The one NPN triode, its collector connects the second end of described the second resistance, and its base stage connects the collector of a described NPN triode, its grounded emitter;

The 2nd NPN triode, its collector connects the collector of described the 2nd PNP triode, its base stage connects the base stage of a described NPN triode, the collector output comparison signal of described the 2nd NPN triode, and the electric current of the collector of described the 2nd NPN triode is described the 4th electric current;

The 3rd resistance, its first end connects the emitter of described the 2nd NPN triode, its second end ground connection.

4. the power sense circuit with temperature compensation characteristic according to claim 3, is characterized in that, also comprises:

Level shifting circuit, is converted to digital level by described comparison signal.

5. the power sense circuit with temperature compensation characteristic according to claim 4, is characterized in that, also comprises:

The 4th resistance, the second end of described the second resistance connects the collector of a described NPN triode via the 4th resistance;

The 6th switching tube, its first end connects the first end of described the 4th resistance, and its second end connects the second end of described the 4th resistance, and its control end receives described digital level.

6. according to the power sense circuit with temperature compensation characteristic described in claim 4 or 5, it is characterized in that, described level shifting circuit comprises:

Schmitt inverter, its input end receives described comparison signal;

Phase inverter, its input end connects the output terminal of described schmitt inverter, and its output terminal is exported described digital level.

7. the power sense circuit with temperature compensation characteristic according to claim 5, is characterized in that, when described supply voltage rises to first threshold voltage from low to high, described digital level overturns; When described supply voltage drops to Second Threshold voltage from high to low, described digital level overturns, and described first threshold voltage is greater than described Second Threshold voltage.

8. the power sense circuit with temperature compensation characteristic according to claim 7, is characterized in that, described first threshold voltage is: $V_{\mathrm{TH}1}=(2+\frac{R_2+R_4}{R_1})[V_{\mathrm{be}}+\frac{R_1(R_2+R_4)V_T\ln n}{({2R}_1+R_2+R_4)R_2}];$

Described Second Threshold voltage is:

Wherein, R ₁for the resistance value of described the first resistance, R ₂for the resistance value of described the second resistance, R ₃for the resistance value of described the 3rd resistance, R ₄for the resistance value of described the 4th resistance, V _befor the base-emitter voltage of a described PNP triode, the 2nd PNP triode and a NPN triode, V _t=kT/q, k is Boltzmann constant, and T is temperature, and q is electron charge constant, and n is the dimension scale of described the 2nd NPN triode and a NPN triode.

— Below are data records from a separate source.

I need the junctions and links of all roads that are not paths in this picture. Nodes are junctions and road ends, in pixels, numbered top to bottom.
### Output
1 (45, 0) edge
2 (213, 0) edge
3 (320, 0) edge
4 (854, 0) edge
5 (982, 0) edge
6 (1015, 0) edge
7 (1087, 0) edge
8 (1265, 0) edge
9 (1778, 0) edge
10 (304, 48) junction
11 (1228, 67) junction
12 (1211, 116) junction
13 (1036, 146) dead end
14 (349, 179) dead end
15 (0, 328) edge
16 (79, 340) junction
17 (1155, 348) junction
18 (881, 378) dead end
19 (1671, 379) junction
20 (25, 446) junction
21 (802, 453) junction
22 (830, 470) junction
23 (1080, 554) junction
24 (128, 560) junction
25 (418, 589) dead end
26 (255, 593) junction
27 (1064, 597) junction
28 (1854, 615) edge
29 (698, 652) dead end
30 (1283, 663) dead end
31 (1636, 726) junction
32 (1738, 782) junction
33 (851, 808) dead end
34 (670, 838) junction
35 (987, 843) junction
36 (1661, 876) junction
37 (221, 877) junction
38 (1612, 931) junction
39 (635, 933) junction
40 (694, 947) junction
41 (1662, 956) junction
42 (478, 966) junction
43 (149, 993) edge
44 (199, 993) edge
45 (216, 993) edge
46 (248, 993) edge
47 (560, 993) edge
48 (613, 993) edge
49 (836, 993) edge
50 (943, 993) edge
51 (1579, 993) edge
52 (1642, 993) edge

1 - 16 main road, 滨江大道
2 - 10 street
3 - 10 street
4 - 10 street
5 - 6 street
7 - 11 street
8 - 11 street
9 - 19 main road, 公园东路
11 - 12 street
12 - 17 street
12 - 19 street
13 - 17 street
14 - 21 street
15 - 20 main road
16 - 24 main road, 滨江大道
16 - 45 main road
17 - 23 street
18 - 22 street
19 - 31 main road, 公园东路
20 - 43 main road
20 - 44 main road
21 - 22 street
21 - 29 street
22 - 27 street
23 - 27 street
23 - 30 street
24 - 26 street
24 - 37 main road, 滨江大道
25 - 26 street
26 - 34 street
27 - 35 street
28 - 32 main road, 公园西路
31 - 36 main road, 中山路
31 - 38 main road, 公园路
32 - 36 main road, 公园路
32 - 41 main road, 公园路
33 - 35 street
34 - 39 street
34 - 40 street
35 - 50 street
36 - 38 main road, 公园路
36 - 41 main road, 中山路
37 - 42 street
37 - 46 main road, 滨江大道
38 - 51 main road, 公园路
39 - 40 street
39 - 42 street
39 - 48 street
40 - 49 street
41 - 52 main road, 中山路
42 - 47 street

9. the power sense circuit with temperature compensation characteristic according to claim 3, it is characterized in that, the collector of described the 2nd NPN triode connects the collector of described the 2nd PNP triode via the 4th switching tube, wherein, the first end of described the 4th switching tube connects the collector of described the 2nd PNP triode, the second end of described the 4th switching tube connects the collector of described the 2nd NPN triode, and the control end of described the 4th switching tube receives the bias voltage that biasing circuit provides.

10. the power sense circuit with temperature compensation characteristic according to claim 9, is characterized in that, described biasing circuit comprises:

The 6th resistance, its first end connects described supply voltage incoming end;

Voltage stabilizing diode, its negative electrode connects the second end of described the 6th resistance, its plus earth.

11. 1 kinds of power receiving equipments, this power receiving equipment, by POE, is characterized in that, this power receiving equipment comprises the power sense circuit with temperature compensation characteristic described in any one in claim 1 to 10.